Saved data entries:
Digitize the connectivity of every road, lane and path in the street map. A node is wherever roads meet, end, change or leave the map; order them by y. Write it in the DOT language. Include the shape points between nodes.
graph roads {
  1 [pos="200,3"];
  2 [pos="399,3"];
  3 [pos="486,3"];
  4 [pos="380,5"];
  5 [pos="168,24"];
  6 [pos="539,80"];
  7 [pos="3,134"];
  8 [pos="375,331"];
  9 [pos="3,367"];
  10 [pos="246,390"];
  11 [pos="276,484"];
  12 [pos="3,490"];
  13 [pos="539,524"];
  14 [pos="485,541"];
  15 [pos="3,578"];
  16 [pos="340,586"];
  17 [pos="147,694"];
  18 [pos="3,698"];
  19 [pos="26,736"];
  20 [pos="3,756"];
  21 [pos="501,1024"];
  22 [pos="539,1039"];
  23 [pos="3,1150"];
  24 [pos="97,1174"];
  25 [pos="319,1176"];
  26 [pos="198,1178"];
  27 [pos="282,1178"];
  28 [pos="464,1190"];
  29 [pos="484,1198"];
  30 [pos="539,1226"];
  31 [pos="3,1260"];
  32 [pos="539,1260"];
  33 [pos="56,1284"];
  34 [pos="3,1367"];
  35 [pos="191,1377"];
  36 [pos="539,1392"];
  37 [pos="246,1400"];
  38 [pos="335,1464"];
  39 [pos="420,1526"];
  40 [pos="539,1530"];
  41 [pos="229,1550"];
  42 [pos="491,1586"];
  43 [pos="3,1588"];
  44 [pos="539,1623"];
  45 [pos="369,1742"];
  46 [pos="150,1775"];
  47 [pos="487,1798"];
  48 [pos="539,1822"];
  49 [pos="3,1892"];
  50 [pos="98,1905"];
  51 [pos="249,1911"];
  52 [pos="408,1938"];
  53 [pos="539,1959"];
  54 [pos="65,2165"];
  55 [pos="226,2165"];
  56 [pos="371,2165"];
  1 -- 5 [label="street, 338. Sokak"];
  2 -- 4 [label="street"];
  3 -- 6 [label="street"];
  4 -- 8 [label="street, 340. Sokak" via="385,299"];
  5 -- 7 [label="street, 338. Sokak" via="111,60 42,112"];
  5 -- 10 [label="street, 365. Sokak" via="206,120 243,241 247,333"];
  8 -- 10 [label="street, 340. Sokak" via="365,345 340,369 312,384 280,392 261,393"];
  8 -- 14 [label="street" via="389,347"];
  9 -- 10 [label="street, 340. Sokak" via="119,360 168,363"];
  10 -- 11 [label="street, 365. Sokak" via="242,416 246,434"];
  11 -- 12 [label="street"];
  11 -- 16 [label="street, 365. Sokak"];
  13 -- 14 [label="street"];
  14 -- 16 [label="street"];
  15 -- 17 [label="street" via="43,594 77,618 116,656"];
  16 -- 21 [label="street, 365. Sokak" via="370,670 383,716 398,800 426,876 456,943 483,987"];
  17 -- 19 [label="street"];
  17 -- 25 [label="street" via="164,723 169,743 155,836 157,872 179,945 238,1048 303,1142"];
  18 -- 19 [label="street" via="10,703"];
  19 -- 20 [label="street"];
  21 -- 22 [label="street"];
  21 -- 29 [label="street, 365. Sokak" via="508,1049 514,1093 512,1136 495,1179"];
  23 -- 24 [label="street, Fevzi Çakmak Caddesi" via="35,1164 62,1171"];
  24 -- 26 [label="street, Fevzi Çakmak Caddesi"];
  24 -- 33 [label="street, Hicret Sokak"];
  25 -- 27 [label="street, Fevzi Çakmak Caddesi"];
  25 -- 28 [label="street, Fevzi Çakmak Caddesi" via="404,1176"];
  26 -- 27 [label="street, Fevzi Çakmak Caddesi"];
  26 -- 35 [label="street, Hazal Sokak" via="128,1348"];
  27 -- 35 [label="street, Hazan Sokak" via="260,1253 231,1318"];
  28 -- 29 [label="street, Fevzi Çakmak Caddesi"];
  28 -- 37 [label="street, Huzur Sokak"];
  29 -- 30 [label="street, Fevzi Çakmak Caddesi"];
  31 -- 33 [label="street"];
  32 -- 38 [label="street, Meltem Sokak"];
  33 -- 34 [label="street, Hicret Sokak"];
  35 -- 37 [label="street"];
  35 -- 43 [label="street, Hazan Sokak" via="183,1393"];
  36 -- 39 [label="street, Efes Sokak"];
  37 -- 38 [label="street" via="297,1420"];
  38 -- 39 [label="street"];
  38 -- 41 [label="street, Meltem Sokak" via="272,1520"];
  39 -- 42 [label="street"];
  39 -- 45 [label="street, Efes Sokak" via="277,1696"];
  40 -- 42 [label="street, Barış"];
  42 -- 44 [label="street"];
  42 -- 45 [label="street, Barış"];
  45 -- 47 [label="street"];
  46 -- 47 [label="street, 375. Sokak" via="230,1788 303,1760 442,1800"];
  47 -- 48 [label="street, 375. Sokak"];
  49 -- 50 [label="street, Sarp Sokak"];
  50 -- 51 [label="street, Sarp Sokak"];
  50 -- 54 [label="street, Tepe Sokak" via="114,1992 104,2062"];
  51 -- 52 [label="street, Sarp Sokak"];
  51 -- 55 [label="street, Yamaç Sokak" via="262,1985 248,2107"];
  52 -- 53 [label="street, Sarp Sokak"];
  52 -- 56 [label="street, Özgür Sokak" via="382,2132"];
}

**ABOUT THIS TASK**:
Give back each line above exactly as written.

**ANSWER SECTION**:
Digitize the connectivity of every road, lane and path in the street map. A node is wherever roads meet, end, change or leave the map; order them by y. Write it in the DOT language. Include the shape points between nodes.
graph roads {
  1 [pos="200,3"];
  2 [pos="399,3"];
  3 [pos="486,3"];
  4 [pos="380,5"];
  5 [pos="168,24"];
  6 [pos="539,80"];
  7 [pos="3,134"];
  8 [pos="375,331"];
  9 [pos="3,367"];
  10 [pos="246,390"];
  11 [pos="276,484"];
  12 [pos="3,490"];
  13 [pos="539,524"];
  14 [pos="485,541"];
  15 [pos="3,578"];
  16 [pos="340,586"];
  17 [pos="147,694"];
  18 [pos="3,698"];
  19 [pos="26,736"];
  20 [pos="3,756"];
  21 [pos="501,1024"];
  22 [pos="539,1039"];
  23 [pos="3,1150"];
  24 [pos="97,1174"];
  25 [pos="319,1176"];
  26 [pos="198,1178"];
  27 [pos="282,1178"];
  28 [pos="464,1190"];
  29 [pos="484,1198"];
  30 [pos="539,1226"];
  31 [pos="3,1260"];
  32 [pos="539,1260"];
  33 [pos="56,1284"];
  34 [pos="3,1367"];
  35 [pos="191,1377"];
  36 [pos="539,1392"];
  37 [pos="246,1400"];
  38 [pos="335,1464"];
  39 [pos="420,1526"];
  40 [pos="539,1530"];
  41 [pos="229,1550"];
  42 [pos="491,1586"];
  43 [pos="3,1588"];
  44 [pos="539,1623"];
  45 [pos="369,1742"];
  46 [pos="150,1775"];
  47 [pos="487,1798"];
  48 [pos="539,1822"];
  49 [pos="3,1892"];
  50 [pos="98,1905"];
  51 [pos="249,1911"];
  52 [pos="408,1938"];
  53 [pos="539,1959"];
  54 [pos="65,2165"];
  55 [pos="226,2165"];
  56 [pos="371,2165"];
  1 -- 5 [label="street, 338. Sokak"];
  2 -- 4 [label="street"];
  3 -- 6 [label="street"];
  4 -- 8 [label="street, 340. Sokak" via="385,299"];
  5 -- 7 [label="street, 338. Sokak" via="111,60 42,112"];
  5 -- 10 [label="street, 365. Sokak" via="206,120 243,241 247,333"];
  8 -- 10 [label="street, 340. Sokak" via="365,345 340,369 312,384 280,392 261,393"];
  8 -- 14 [label="street" via="389,347"];
  9 -- 10 [label="street, 340. Sokak" via="119,360 168,363"];
  10 -- 11 [label="street, 365. Sokak" via="242,416 246,434"];
  11 -- 12 [label="street"];
  11 -- 16 [label="street, 365. Sokak"];
  13 -- 14 [label="street"];
  14 -- 16 [label="street"];
  15 -- 17 [label="street" via="43,594 77,618 116,656"];
  16 -- 21 [label="street, 365. Sokak" via="370,670 383,716 398,800 426,876 456,943 483,987"];
  17 -- 19 [label="street"];
  17 -- 25 [label="street" via="164,723 169,743 155,836 157,872 179,945 238,1048 303,1142"];
  18 -- 19 [label="street" via="10,703"];
  19 -- 20 [label="street"];
  21 -- 22 [label="street"];
  21 -- 29 [label="street, 365. Sokak" via="508,1049 514,1093 512,1136 495,1179"];
  23 -- 24 [label="street, Fevzi Çakmak Caddesi" via="35,1164 62,1171"];
  24 -- 26 [label="street, Fevzi Çakmak Caddesi"];
  24 -- 33 [label="street, Hicret Sokak"];
  25 -- 27 [label="street, Fevzi Çakmak Caddesi"];
  25 -- 28 [label="street, Fevzi Çakmak Caddesi" via="404,1176"];
  26 -- 27 [label="street, Fevzi Çakmak Caddesi"];
  26 -- 35 [label="street, Hazal Sokak" via="128,1348"];
  27 -- 35 [label="street, Hazan Sokak" via="260,1253 231,1318"];
  28 -- 29 [label="street, Fevzi Çakmak Caddesi"];
  28 -- 37 [label="street, Huzur Sokak"];
  29 -- 30 [label="street, Fevzi Çakmak Caddesi"];
  31 -- 33 [label="street"];
  32 -- 38 [label="street, Meltem Sokak"];
  33 -- 34 [label="street, Hicret Sokak"];
  35 -- 37 [label="street"];
  35 -- 43 [label="street, Hazan Sokak" via="183,1393"];
  36 -- 39 [label="street, Efes Sokak"];
  37 -- 38 [label="street" via="297,1420"];
  38 -- 39 [label="street"];
  38 -- 41 [label="street, Meltem Sokak" via="272,1520"];
  39 -- 42 [label="street"];
  39 -- 45 [label="street, Efes Sokak" via="277,1696"];
  40 -- 42 [label="street, Barış"];
  42 -- 44 [label="street"];
  42 -- 45 [label="street, Barış"];
  45 -- 47 [label="street"];
  46 -- 47 [label="street, 375. Sokak" via="230,1788 303,1760 442,1800"];
  47 -- 48 [label="street, 375. Sokak"];
  49 -- 50 [label="street, Sarp Sokak"];
  50 -- 51 [label="street, Sarp Sokak"];
  50 -- 54 [label="street, Tepe Sokak" via="114,1992 104,2062"];
  51 -- 52 [label="street, Sarp Sokak"];
  51 -- 55 [label="street, Yamaç Sokak" via="262,1985 248,2107"];
  52 -- 53 [label="street, Sarp Sokak"];
  52 -- 56 [label="street, Özgür Sokak" via="382,2132"];
}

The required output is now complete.